— ASSIGNMENT —
Work through the records below, line by line, and say how many lines include "later", with nothing else.

— SUPPLIED MATERIAL —
____

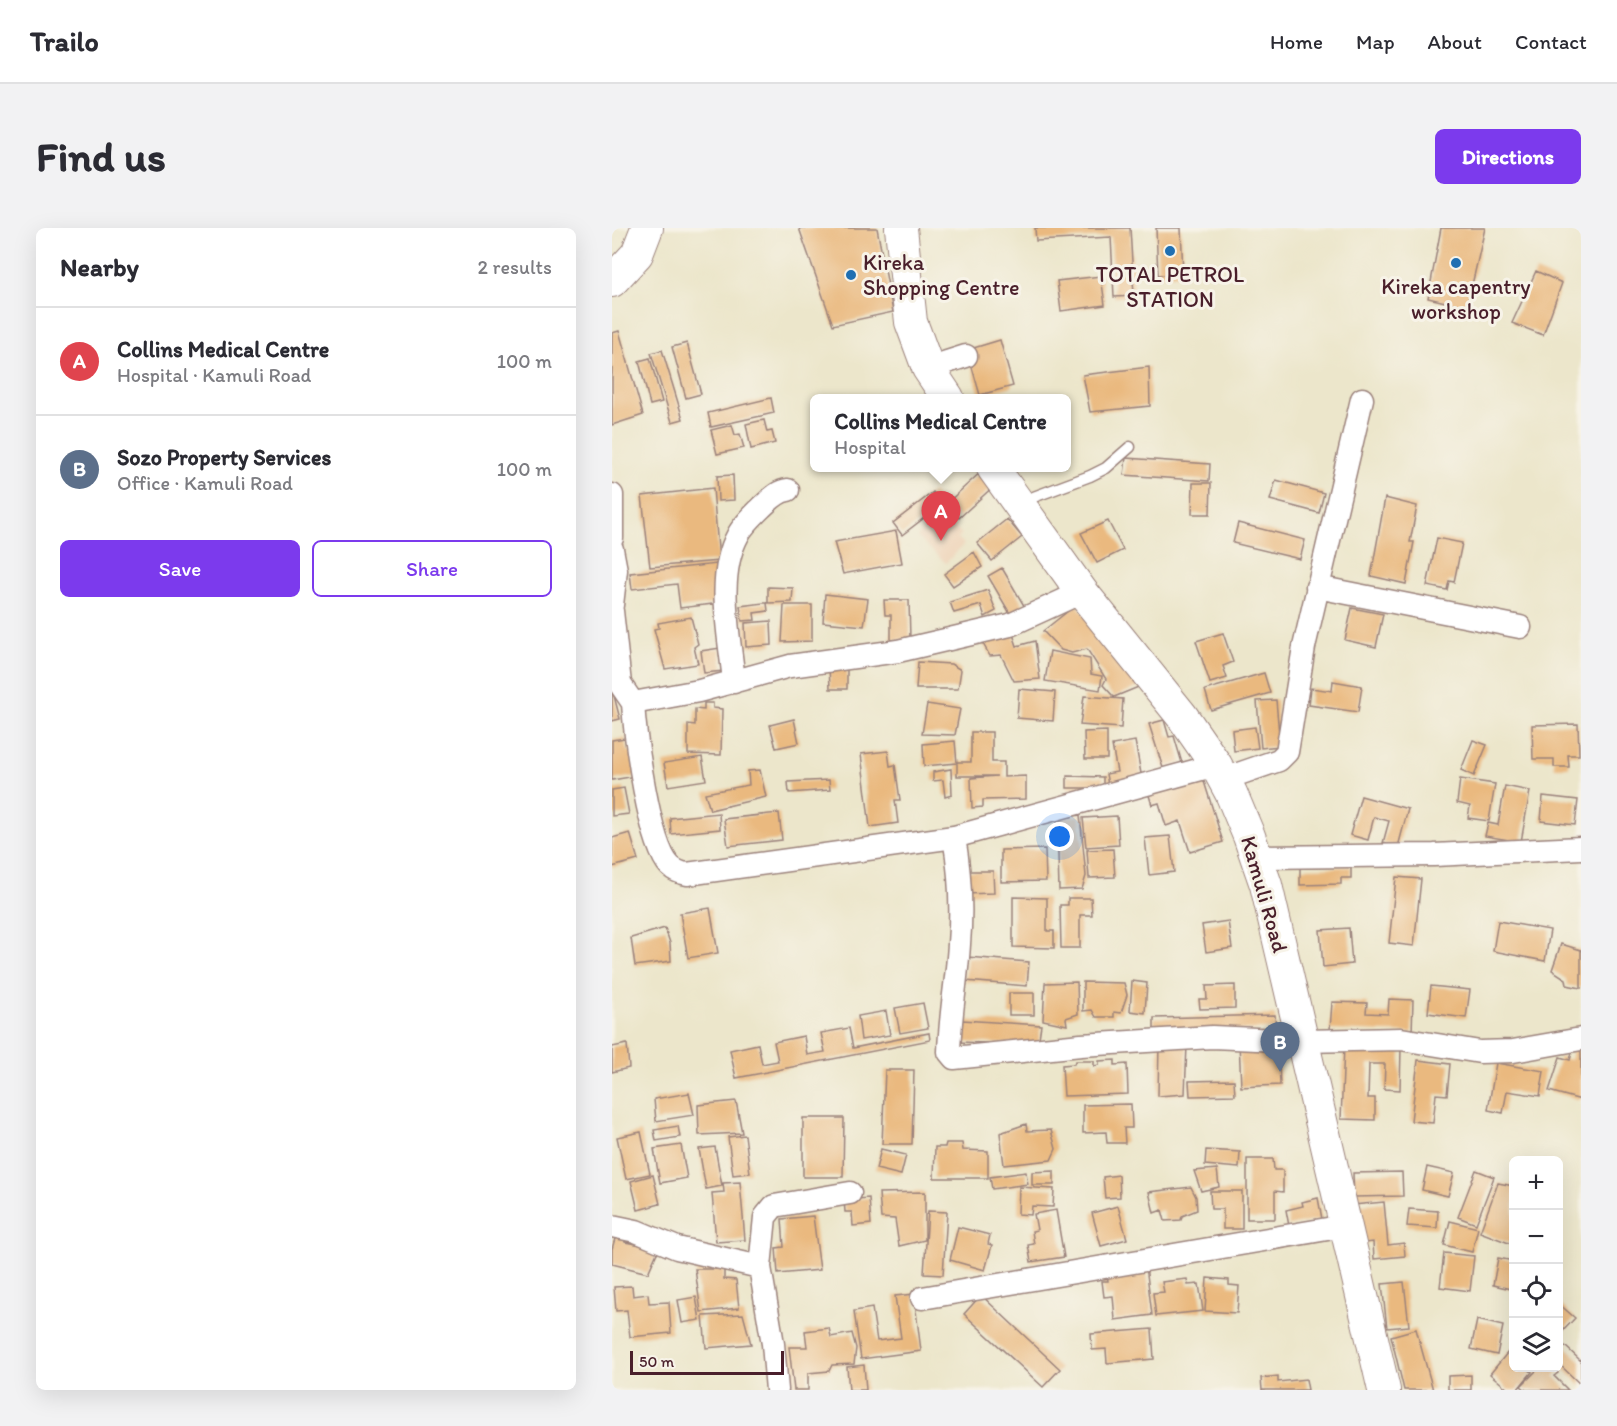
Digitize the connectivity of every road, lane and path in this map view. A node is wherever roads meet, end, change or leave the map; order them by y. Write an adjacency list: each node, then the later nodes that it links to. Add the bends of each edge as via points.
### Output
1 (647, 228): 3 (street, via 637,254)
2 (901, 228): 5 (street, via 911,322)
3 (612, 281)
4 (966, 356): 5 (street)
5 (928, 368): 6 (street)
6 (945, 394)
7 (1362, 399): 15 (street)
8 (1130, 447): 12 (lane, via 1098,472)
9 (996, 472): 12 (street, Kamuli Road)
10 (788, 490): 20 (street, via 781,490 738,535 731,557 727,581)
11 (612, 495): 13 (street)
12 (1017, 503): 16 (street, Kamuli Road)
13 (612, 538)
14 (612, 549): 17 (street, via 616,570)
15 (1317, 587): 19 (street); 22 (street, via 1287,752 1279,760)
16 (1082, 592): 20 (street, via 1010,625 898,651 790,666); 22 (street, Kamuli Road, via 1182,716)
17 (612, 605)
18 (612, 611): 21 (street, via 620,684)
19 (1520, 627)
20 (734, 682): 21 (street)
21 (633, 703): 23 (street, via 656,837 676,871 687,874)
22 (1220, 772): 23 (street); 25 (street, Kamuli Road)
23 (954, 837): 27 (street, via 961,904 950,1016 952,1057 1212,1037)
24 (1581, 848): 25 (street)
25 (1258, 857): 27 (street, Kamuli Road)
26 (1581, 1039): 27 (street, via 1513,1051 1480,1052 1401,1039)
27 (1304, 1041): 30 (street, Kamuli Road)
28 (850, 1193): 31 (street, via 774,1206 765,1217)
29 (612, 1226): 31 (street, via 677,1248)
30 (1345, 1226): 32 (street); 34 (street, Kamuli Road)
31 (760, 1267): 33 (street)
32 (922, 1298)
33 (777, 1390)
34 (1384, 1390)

____

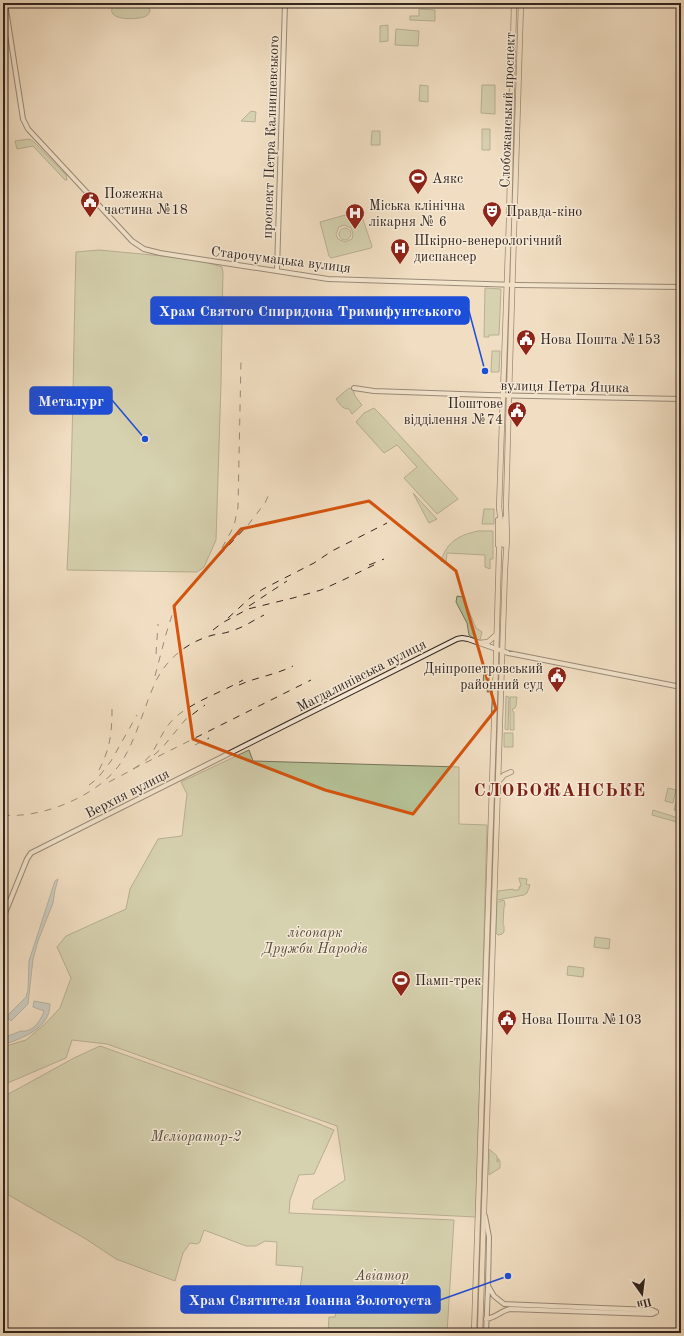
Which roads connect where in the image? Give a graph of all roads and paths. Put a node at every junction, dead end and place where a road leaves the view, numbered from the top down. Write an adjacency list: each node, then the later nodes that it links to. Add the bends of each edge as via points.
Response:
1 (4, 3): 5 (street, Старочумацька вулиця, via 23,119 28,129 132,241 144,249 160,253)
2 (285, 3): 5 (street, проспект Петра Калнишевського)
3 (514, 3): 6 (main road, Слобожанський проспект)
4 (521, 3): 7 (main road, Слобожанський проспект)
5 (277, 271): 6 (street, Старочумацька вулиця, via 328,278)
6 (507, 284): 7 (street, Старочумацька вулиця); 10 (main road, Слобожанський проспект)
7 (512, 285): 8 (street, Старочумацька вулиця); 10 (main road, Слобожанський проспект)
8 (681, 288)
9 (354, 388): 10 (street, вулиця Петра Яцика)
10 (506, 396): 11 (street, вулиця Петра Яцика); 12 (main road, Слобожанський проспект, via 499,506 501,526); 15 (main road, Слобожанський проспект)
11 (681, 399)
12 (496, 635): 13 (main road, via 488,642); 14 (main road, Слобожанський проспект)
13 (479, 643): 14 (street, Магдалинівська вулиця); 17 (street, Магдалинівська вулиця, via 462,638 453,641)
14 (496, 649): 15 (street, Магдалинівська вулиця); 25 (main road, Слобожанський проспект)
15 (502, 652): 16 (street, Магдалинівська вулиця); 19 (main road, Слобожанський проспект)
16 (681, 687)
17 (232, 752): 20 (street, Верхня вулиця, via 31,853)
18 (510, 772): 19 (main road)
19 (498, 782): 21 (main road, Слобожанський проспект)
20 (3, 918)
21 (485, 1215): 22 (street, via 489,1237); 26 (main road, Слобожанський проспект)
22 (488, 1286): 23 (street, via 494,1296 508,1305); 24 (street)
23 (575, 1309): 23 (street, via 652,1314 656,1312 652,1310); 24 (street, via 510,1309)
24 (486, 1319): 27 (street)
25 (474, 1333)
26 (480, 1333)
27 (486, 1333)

____

— RESPONSE TO THIS EXERCISE —
2